They are reduced to two infantry brigades and corps artillery

There is also a militia brigade in garrison in the town

And a guerrilla brigade resting in a nearby village


The Poles are not aware that there is a full strength Spanish corps approaching

Despite this they launch an all out attack on the weak 3rd Spanish corps

Their cavalry charge the gunners, but are routed with 20% casualties

The gunners then concentrate on the approaching infantry, and rout one brigade

The Polish infantry press on and rout the two Spanish infantry brigades


At move 9 (out of 12 moves) they spot 1st Spanish corps arriving

Without cavalry support, and with one brigade in rout, the Poles halt

It is clear that they could not reach the town before 1st Spanish corps

And to do so they would have to abandon their broken infantry and cavalry

This would allow the guerrilla brigade behind them to attack the routed troops


A second defeat for Suchet and the whole campaign looks in danger of collapse

After four days and four battles his army must now halt, resupply and regroup


The Spanish army is not much better off

3rd corps has already run out of supplies

They will lose 400 infantry or 100 cavalry or gunners each day until they resupply

The other three corps are down to one days supply


Each French corps can carry a maximum of four days supplies

The Spanish corps can only carry three days supplies

So the Spanish need to halt and resupply more often than the French

Sunday 27 September 2020

Toledo Campaign – Day 3

5 March 1813 – Southern Spain - Day 3

With his flanks secured by the battles of Torrijos and Mocejon, Suchet leads the main French attack down the main Madrid to Seville road.   The town of Bargas commands this road.  It is held by a militia brigade and supported by the full strength 2nd Spanish corps.


Suchet has 7th French corps, plus two infantry brigades from the army reserve.   He outnumbers the Spanish in infantry, and is confident of an easy victory

End of Move 4

Suchet moves forward with six infantry brigades in the centre, cavalry on the left and artillery on the right.  


His gunners advance with confidence to deploy within short range of the Spanish artillery.   They are unpleasantly surprised when the Spanish open fire and hit them at long range, and again as they unlimber at short range.   The French gunners pass their morale test, but will now be minus two each time they fire.


Meanwhile the dragoons advance on the French left.  They are pleased when the Spanish guerrilla cavalry move forward to meet them.

End of Move 10

The French dragoons on the left flank have an easy victory against the guerrilla lancers.  The supporting Spanish infantry move back in square, leaving the dragoons helpless to exploit their victory.


The French gunners continue to fire at short range, but with minus 2 calculating hits they cause no casualties.


So the French infantry must attack unsupported.

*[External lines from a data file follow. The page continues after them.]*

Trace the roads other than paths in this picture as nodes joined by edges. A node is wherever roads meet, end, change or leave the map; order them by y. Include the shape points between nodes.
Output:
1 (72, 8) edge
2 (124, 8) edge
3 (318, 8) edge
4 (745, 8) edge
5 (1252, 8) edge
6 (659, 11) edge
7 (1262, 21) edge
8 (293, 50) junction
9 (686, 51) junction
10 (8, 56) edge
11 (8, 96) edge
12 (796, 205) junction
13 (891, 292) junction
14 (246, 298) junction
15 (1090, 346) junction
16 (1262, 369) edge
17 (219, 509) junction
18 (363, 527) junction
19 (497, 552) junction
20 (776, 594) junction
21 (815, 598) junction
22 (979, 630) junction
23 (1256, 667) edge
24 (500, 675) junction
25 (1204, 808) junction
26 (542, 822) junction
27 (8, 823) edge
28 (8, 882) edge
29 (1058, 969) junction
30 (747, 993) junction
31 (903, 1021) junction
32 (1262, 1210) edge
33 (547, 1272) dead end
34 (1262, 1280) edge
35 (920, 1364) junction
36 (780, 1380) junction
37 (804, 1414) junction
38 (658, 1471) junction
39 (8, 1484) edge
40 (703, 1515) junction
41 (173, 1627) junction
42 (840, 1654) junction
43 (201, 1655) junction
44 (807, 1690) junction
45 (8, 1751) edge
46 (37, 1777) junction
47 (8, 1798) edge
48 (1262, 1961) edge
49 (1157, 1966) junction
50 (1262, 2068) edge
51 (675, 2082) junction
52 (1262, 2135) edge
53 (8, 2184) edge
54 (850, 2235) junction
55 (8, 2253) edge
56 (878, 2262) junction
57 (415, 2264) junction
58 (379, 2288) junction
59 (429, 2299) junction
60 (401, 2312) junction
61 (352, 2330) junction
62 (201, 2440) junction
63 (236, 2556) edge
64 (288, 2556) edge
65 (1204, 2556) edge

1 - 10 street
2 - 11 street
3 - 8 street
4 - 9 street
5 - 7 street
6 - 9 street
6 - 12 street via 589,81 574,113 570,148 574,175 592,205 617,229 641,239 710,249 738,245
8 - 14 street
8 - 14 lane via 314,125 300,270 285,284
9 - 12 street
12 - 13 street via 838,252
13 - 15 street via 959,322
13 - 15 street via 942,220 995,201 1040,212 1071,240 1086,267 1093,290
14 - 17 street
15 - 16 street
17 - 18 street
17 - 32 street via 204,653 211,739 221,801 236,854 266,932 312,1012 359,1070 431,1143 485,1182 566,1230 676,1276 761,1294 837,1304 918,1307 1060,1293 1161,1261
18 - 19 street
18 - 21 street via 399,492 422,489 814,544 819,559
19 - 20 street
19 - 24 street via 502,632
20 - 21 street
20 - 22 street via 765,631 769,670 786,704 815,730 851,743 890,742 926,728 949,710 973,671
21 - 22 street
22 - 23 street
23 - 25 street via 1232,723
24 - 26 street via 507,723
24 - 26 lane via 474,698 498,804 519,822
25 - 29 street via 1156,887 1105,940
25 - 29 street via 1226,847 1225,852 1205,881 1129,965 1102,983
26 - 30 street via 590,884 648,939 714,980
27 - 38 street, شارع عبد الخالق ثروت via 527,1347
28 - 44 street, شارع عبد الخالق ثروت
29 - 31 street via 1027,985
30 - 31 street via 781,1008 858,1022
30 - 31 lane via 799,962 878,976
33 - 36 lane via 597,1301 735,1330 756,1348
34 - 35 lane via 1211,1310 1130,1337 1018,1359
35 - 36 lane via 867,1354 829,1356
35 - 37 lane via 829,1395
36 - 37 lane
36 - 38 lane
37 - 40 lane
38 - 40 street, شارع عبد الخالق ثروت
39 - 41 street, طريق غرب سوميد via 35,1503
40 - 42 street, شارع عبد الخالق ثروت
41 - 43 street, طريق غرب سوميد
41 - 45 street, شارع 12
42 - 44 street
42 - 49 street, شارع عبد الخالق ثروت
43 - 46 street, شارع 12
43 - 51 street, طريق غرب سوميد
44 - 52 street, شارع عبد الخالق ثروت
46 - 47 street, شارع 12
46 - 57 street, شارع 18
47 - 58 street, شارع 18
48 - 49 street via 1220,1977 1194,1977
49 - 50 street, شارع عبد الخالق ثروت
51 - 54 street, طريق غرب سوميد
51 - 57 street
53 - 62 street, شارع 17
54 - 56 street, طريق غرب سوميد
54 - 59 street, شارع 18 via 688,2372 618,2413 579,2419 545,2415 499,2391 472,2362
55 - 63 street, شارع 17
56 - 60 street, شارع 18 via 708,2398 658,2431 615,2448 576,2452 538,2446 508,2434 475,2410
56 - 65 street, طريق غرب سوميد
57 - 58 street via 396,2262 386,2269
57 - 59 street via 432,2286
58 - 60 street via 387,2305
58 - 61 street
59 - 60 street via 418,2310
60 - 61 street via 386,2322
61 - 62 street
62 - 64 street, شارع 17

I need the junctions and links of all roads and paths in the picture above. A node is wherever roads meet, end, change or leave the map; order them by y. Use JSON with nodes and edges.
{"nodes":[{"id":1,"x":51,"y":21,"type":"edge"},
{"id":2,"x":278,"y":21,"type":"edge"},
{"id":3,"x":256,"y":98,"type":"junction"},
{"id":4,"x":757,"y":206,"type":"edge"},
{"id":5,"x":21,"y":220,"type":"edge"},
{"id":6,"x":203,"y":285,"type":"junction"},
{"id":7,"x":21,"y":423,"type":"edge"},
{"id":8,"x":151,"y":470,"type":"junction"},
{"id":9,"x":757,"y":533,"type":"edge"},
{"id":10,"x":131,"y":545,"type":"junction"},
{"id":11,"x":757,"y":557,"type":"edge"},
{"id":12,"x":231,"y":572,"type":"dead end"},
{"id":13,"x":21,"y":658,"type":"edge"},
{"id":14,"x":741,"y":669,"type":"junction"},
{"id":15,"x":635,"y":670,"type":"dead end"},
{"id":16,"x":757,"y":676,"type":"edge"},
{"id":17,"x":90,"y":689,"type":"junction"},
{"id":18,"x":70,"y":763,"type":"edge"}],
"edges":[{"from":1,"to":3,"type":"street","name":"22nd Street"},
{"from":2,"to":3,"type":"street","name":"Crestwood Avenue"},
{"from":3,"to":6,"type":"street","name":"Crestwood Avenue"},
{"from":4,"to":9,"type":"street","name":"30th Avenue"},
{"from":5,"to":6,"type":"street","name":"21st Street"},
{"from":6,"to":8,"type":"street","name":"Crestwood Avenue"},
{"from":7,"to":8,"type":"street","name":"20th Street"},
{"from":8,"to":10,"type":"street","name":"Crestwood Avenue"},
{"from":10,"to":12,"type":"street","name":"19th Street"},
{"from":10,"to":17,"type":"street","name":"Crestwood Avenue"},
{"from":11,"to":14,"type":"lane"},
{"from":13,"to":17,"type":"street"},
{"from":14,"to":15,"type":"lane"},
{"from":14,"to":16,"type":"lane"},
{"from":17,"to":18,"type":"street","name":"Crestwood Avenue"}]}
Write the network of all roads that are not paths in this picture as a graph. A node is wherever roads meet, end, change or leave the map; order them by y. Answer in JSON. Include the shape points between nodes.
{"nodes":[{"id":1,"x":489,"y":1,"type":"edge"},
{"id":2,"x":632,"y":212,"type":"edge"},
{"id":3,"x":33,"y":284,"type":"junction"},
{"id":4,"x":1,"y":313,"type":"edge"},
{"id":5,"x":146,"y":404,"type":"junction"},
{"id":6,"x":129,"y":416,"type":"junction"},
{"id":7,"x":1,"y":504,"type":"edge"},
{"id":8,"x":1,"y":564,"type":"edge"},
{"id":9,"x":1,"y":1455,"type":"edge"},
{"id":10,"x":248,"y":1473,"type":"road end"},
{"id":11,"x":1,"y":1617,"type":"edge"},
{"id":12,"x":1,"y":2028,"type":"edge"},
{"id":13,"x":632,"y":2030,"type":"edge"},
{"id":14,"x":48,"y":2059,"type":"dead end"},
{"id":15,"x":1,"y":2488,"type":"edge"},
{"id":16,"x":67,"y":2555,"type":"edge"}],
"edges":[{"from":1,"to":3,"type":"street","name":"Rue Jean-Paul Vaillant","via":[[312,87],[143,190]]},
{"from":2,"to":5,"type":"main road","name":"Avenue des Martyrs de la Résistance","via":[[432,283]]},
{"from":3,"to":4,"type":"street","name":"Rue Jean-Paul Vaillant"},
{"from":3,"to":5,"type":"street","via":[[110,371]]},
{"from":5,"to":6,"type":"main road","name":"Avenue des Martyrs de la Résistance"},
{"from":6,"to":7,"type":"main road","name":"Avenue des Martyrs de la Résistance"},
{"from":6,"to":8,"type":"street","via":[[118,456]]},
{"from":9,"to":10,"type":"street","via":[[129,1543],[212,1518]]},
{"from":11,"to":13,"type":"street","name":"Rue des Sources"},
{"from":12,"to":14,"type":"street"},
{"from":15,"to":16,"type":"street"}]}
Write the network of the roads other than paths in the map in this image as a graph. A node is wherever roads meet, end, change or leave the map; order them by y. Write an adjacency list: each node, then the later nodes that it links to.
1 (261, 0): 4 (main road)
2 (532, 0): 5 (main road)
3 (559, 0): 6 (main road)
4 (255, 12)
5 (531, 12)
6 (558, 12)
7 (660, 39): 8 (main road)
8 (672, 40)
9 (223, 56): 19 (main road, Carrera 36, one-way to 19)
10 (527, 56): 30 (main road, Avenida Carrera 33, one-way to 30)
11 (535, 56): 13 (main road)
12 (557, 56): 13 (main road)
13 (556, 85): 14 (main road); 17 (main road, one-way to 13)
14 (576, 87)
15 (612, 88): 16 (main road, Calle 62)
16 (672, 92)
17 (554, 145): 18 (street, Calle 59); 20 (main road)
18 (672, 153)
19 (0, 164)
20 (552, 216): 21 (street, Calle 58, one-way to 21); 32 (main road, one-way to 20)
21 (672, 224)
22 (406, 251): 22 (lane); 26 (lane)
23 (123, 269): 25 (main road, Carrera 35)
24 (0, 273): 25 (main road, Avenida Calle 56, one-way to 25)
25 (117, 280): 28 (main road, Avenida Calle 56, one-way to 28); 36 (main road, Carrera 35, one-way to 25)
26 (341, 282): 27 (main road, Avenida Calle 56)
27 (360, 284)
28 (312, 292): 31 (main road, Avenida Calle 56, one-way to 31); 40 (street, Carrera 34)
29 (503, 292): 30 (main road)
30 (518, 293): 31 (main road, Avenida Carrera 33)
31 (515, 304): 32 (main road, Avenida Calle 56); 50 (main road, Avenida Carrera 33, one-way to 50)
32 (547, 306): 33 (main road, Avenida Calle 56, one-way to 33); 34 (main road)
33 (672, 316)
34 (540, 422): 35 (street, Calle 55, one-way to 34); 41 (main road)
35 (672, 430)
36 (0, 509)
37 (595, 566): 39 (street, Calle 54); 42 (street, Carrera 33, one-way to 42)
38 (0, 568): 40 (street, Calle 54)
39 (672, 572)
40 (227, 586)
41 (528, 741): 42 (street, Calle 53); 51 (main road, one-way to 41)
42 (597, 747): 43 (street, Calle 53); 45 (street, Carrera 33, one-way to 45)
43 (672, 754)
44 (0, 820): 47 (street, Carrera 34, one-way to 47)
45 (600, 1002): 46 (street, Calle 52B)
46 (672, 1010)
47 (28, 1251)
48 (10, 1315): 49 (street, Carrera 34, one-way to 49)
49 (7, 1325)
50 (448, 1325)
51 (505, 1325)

On the left Suchet leads two conscript brigades against the left halt of the town.   The Spanish garrison is also a conscript brigade, but have the advantage of hard cover.  And though outnumbered two to one they hold on.   One French brigade is routed with 20% casualties, and the second withdraw disordered with 10% casualties.


In the centre the French have more success.   They rout the militia garrison with 30% casualties.  The French receive 10% on each brigade.


Meanwhile the Spanish gunners continue to fire on the right of the French line.   Two brigades are sent to engage the gunners and the infantry brigade supporting them.   Once more the Spanish gunners do great damage.  They halt the leading brigade with their first volley, and then pound them until they rout with 30% casualties.


The second French brigade engaged the supporting Spanish infantry.  But both are conscript and the Spanish held their ground.   When the leading brigade broke and routed, the second brigade had to test their morale.  They failed and joined the rout.   The gunners, who had already suffered 20% casualties, now also had to test their morale because of the rout.  They also failed and joined the rout.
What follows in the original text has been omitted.